17/08/2026
La dorsalgie commune est l'un des motifs les plus fréquents en cabinet et l'un des plus vite étiquetés « mécanique ». Ce que la littérature en dit, et ce que nos étudiants en font.
Étape 1, le motif. Douleur du rachis thoracique, souvent décrite entre les omoplates, aggravée par les postures prolongées et les gestes répétés en flexion ou en rotation. Fréquente chez les travailleurs de bureau comme chez les sportifs qui sollicitent la ceinture scapulaire : rame de surf, pelote, aviron, port de charges.
Étape 2, l'examen. Mobilité segmentaire, articulations costo-vertébrales, ceinture scapulaire, appui respiratoire. Et surtout le tri : la région thoracique est celle où les douleurs d'origine viscérale se projettent le plus. Douleur nocturne non mécanique, fièvre, perte de poids, antécédent néoplasique, douleur rythmée par l'effort ou par la respiration, tout cela oriente vers le médecin avant tout traitement manuel.

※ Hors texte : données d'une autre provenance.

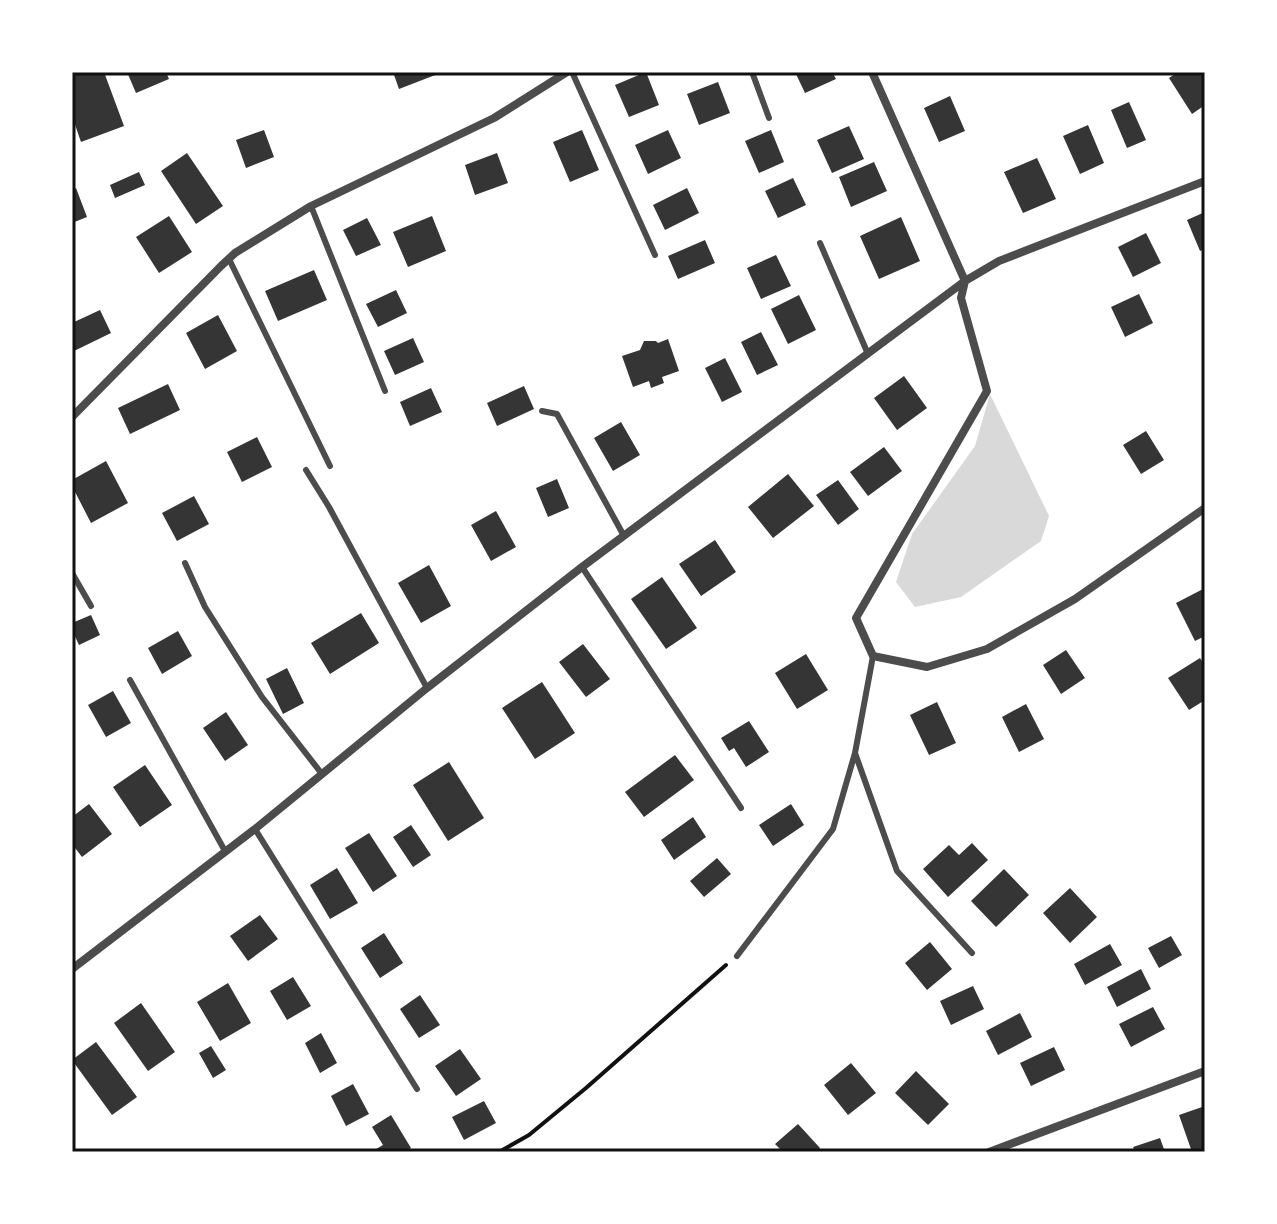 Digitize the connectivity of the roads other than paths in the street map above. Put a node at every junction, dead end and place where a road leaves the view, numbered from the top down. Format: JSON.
{"nodes":[{"id":1,"x":570,"y":72,"type":"edge"},
{"id":2,"x":752,"y":72,"type":"edge"},
{"id":3,"x":872,"y":72,"type":"edge"},
{"id":4,"x":769,"y":118,"type":"dead end"},
{"id":5,"x":1205,"y":181,"type":"edge"},
{"id":6,"x":311,"y":206,"type":"junction"},
{"id":7,"x":820,"y":243,"type":"dead end"},
{"id":8,"x":655,"y":255,"type":"dead end"},
{"id":9,"x":229,"y":259,"type":"junction"},
{"id":10,"x":965,"y":281,"type":"junction"},
{"id":11,"x":868,"y":354,"type":"junction"},
{"id":12,"x":385,"y":391,"type":"dead end"},
{"id":13,"x":542,"y":411,"type":"dead end"},
{"id":14,"x":72,"y":417,"type":"edge"},
{"id":15,"x":330,"y":466,"type":"dead end"},
{"id":16,"x":306,"y":470,"type":"dead end"},
{"id":17,"x":1205,"y":508,"type":"edge"},
{"id":18,"x":624,"y":536,"type":"junction"},
{"id":19,"x":185,"y":563,"type":"dead end"},
{"id":20,"x":582,"y":567,"type":"junction"},
{"id":21,"x":72,"y":573,"type":"edge"},
{"id":22,"x":91,"y":606,"type":"dead end"},
{"id":23,"x":873,"y":656,"type":"junction"},
{"id":24,"x":130,"y":680,"type":"dead end"},
{"id":25,"x":427,"y":688,"type":"junction"},
{"id":26,"x":855,"y":753,"type":"junction"},
{"id":27,"x":322,"y":774,"type":"junction"},
{"id":28,"x":741,"y":808,"type":"dead end"},
{"id":29,"x":255,"y":829,"type":"junction"},
{"id":30,"x":225,"y":851,"type":"junction"},
{"id":31,"x":972,"y":953,"type":"dead end"},
{"id":32,"x":737,"y":956,"type":"road end"},
{"id":33,"x":72,"y":969,"type":"edge"},
{"id":34,"x":1205,"y":1071,"type":"edge"},
{"id":35,"x":417,"y":1089,"type":"dead end"},
{"id":36,"x":989,"y":1152,"type":"edge"}],
"edges":[{"from":1,"to":6,"type":"street"},
{"from":1,"to":8,"type":"lane"},
{"from":2,"to":4,"type":"lane"},
{"from":3,"to":10,"type":"street"},
{"from":5,"to":10,"type":"street"},
{"from":6,"to":9,"type":"street"},
{"from":6,"to":12,"type":"lane"},
{"from":7,"to":11,"type":"lane"},
{"from":9,"to":14,"type":"street"},
{"from":9,"to":15,"type":"lane"},
{"from":10,"to":11,"type":"street"},
{"from":10,"to":23,"type":"street"},
{"from":11,"to":18,"type":"street"},
{"from":13,"to":18,"type":"lane"},
{"from":16,"to":25,"type":"lane"},
{"from":17,"to":23,"type":"street"},
{"from":18,"to":20,"type":"street"},
{"from":19,"to":27,"type":"lane"},
{"from":20,"to":25,"type":"street"},
{"from":20,"to":28,"type":"lane"},
{"from":21,"to":22,"type":"lane"},
{"from":23,"to":26,"type":"lane"},
{"from":24,"to":30,"type":"lane"},
{"from":25,"to":27,"type":"street"},
{"from":26,"to":31,"type":"lane"},
{"from":26,"to":32,"type":"lane"},
{"from":27,"to":29,"type":"street"},
{"from":29,"to":30,"type":"street"},
{"from":29,"to":35,"type":"lane"},
{"from":30,"to":33,"type":"street"},
{"from":34,"to":36,"type":"street"}]} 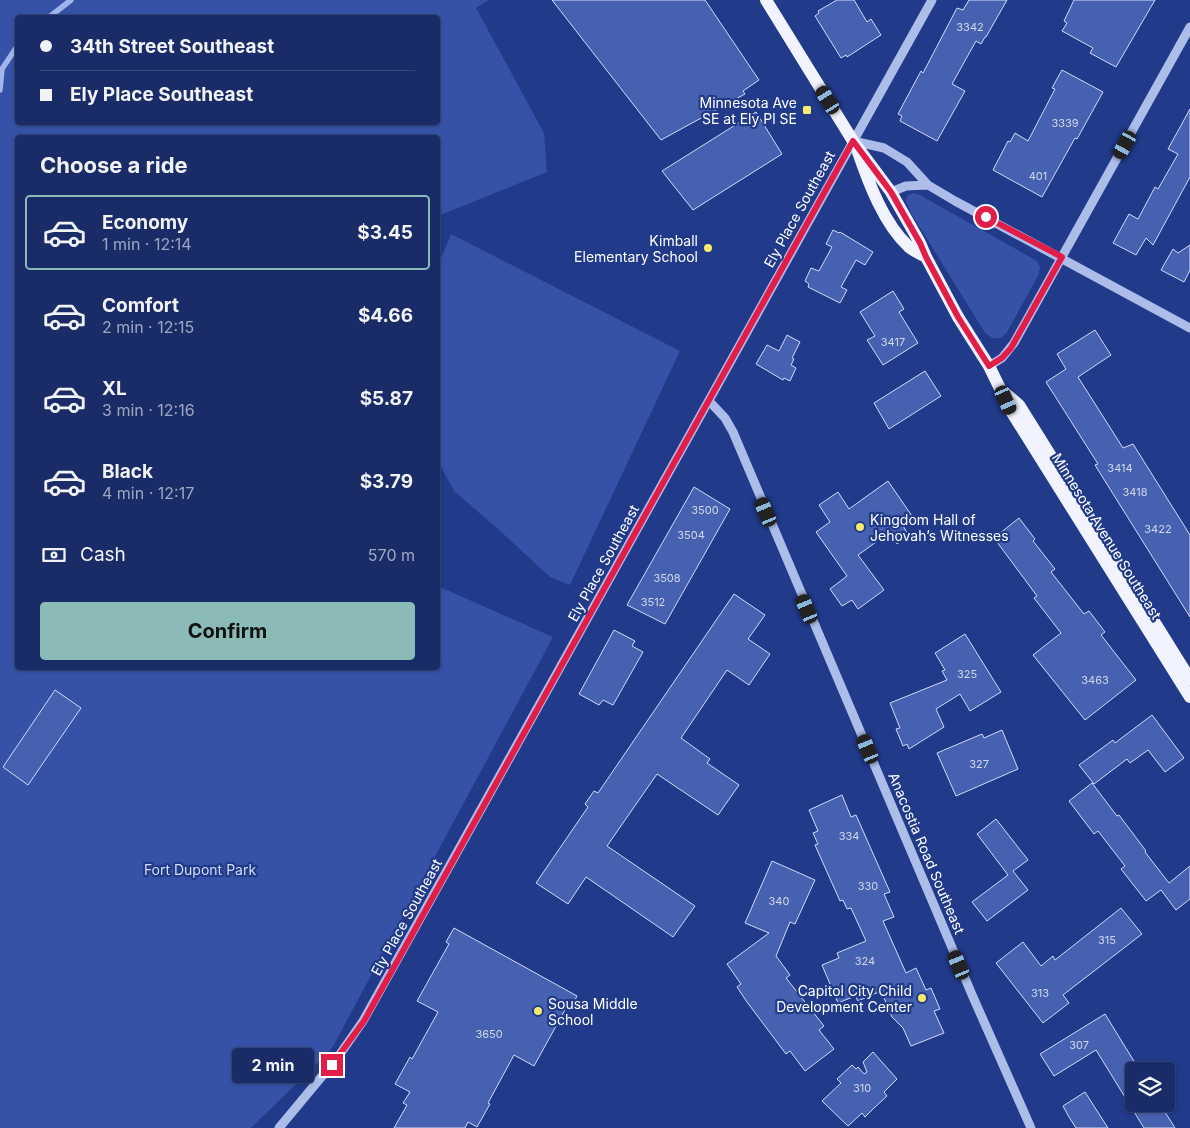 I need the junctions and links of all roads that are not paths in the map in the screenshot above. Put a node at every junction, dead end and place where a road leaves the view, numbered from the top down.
1 (766, 0) edge
2 (932, 0) edge
3 (1190, 27) edge
4 (853, 141) junction
5 (928, 185) junction
6 (891, 192) junction
7 (926, 257) junction
8 (1062, 257) junction
9 (1190, 328) edge
10 (989, 366) junction
11 (1002, 390) junction
12 (709, 401) junction
13 (1190, 679) edge
14 (1190, 697) edge
15 (279, 1128) edge
16 (1031, 1128) edge

1 - 4 main road, Minnesota Avenue Southeast
2 - 4 street, Ely Place Southeast
3 - 8 street
4 - 5 street
4 - 6 main road, Minnesota Avenue Southeast
4 - 7 main road, Minnesota Avenue Southeast
4 - 12 street, Ely Place Southeast
5 - 6 street
5 - 8 street
6 - 7 main road, Minnesota Avenue Southeast
7 - 10 main road, Minnesota Avenue Southeast
8 - 9 street
8 - 10 street
10 - 11 main road, Minnesota Avenue Southeast
11 - 13 main road, Minnesota Avenue Southeast
11 - 14 main road, Minnesota Avenue Southeast
12 - 15 street, Ely Place Southeast
12 - 16 street, Anacostia Road Southeast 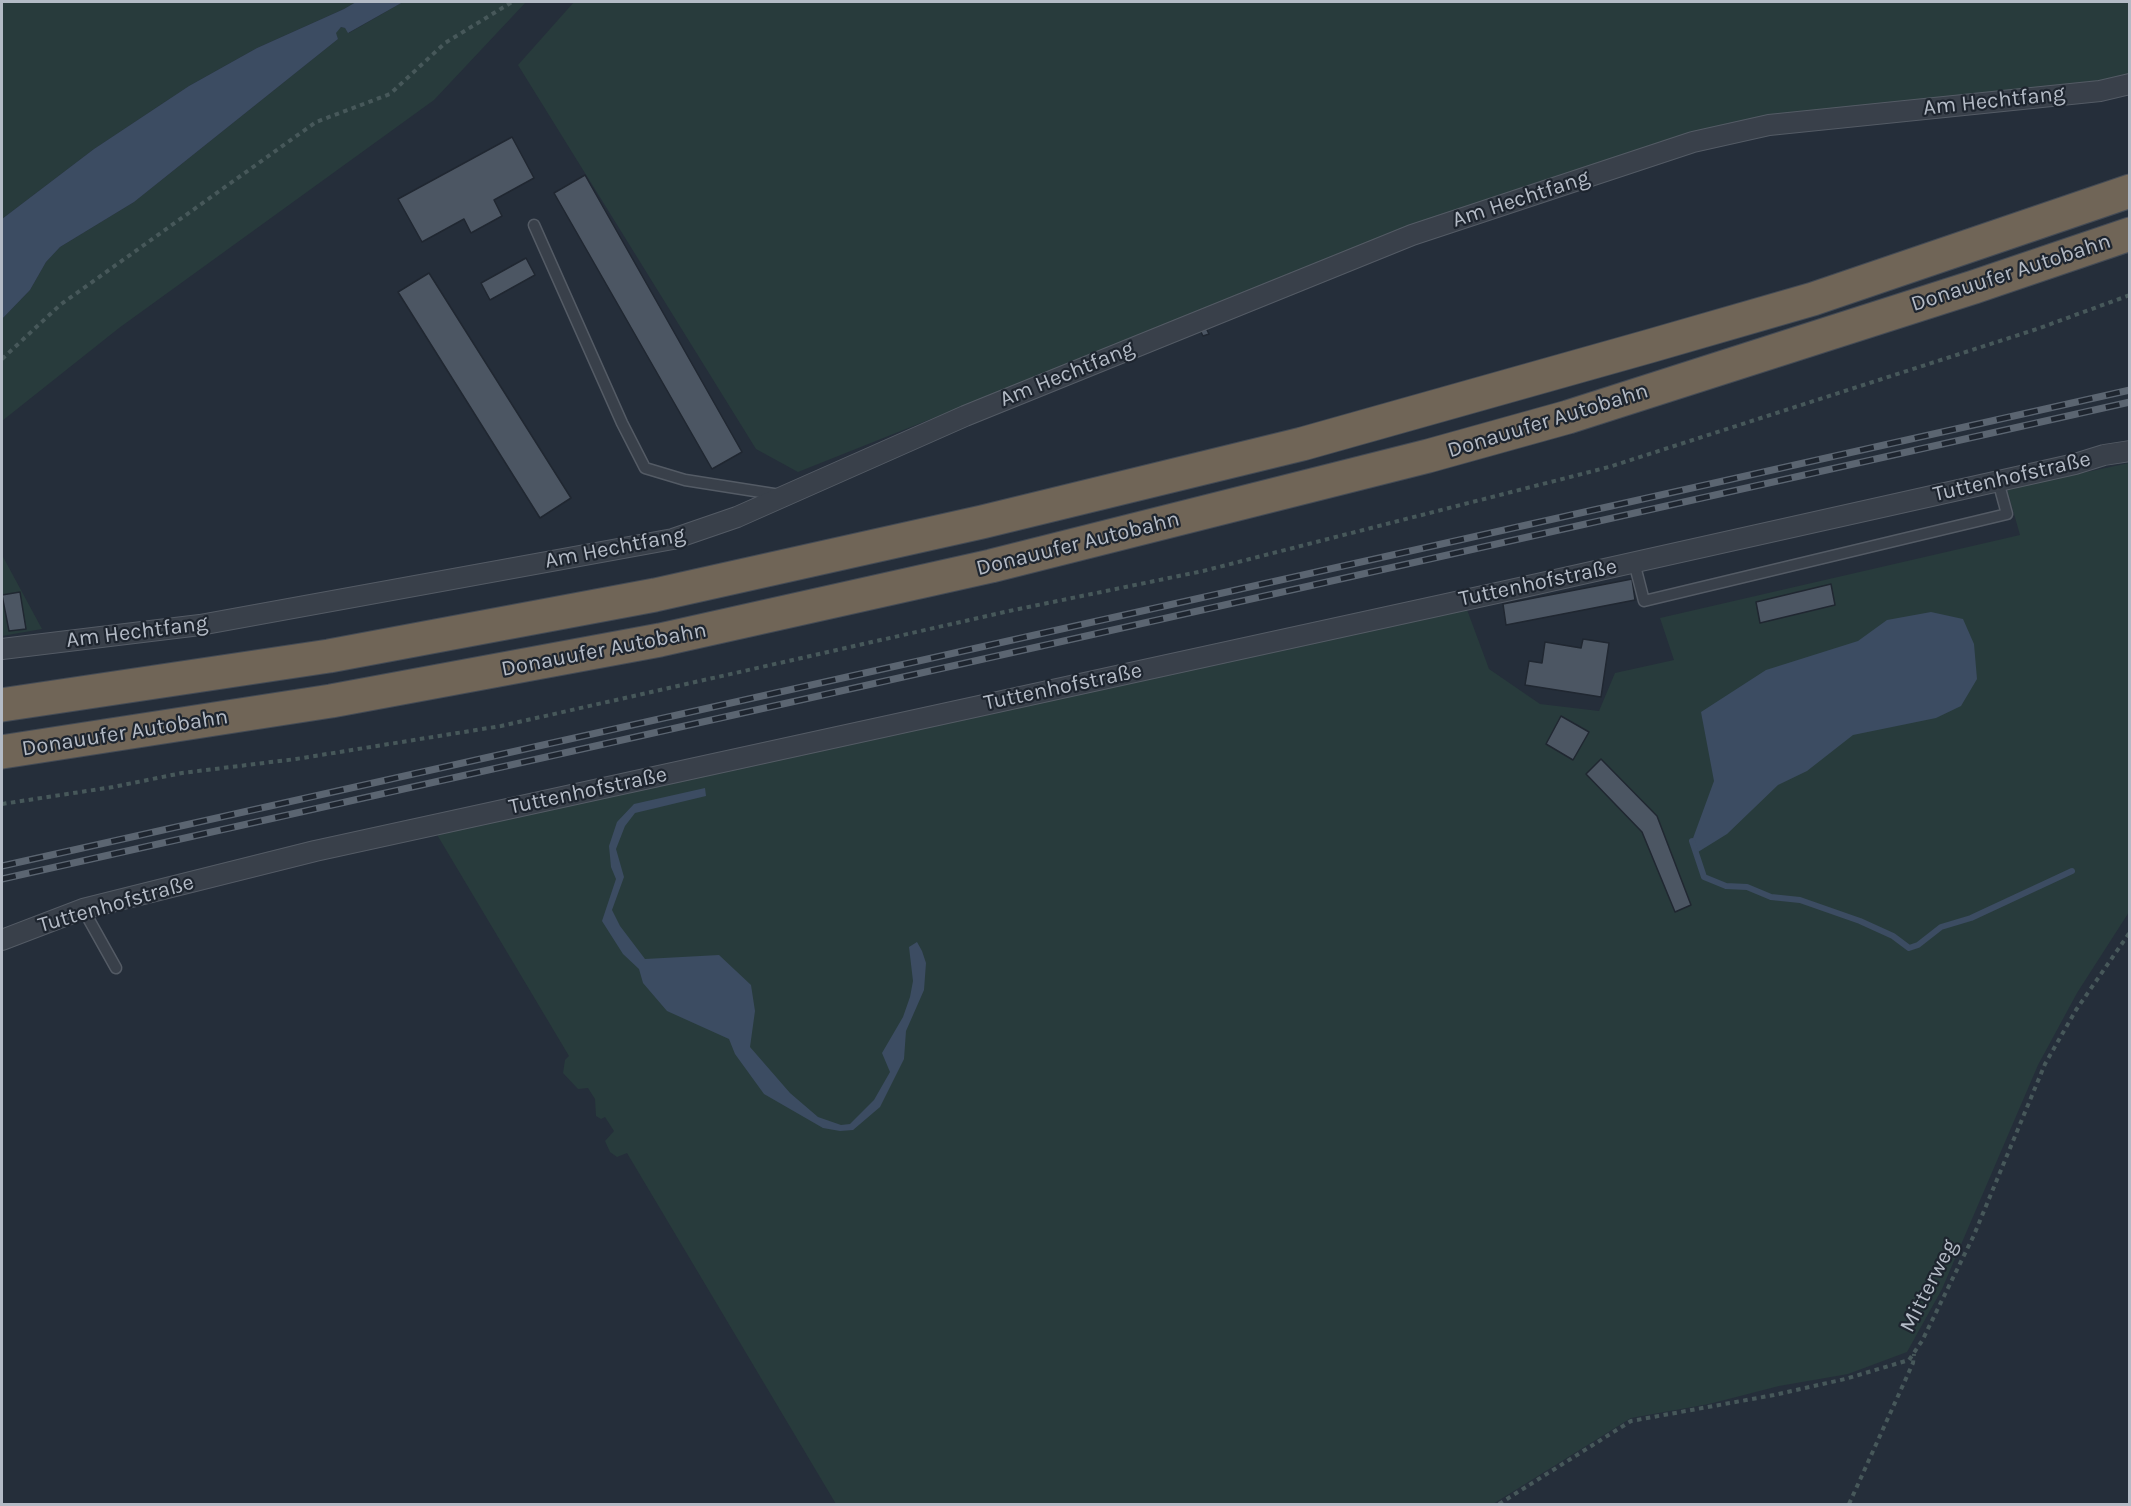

Étape 3, la prise en charge. Les données disponibles placent la dorsalgie commune dans le groupe des motifs à niveau de preuve modéré pour le traitement manuel, associé à la reprise d'activité et à l'éducation du patient. L'ostéopathe travaille sur la mobilité et la tolérance à l'effort, en coordination avec le médecin traitant et le kinésithérapeute.
Étape 4, ce que l'étudiant apprend. Ne pas conclure « mécanique » par défaut, chercher activement ce qui contredit l'hypothèse, expliquer au patient le rôle de la reprise d'activité, et documenter la décision d'orienter quand elle s'impose.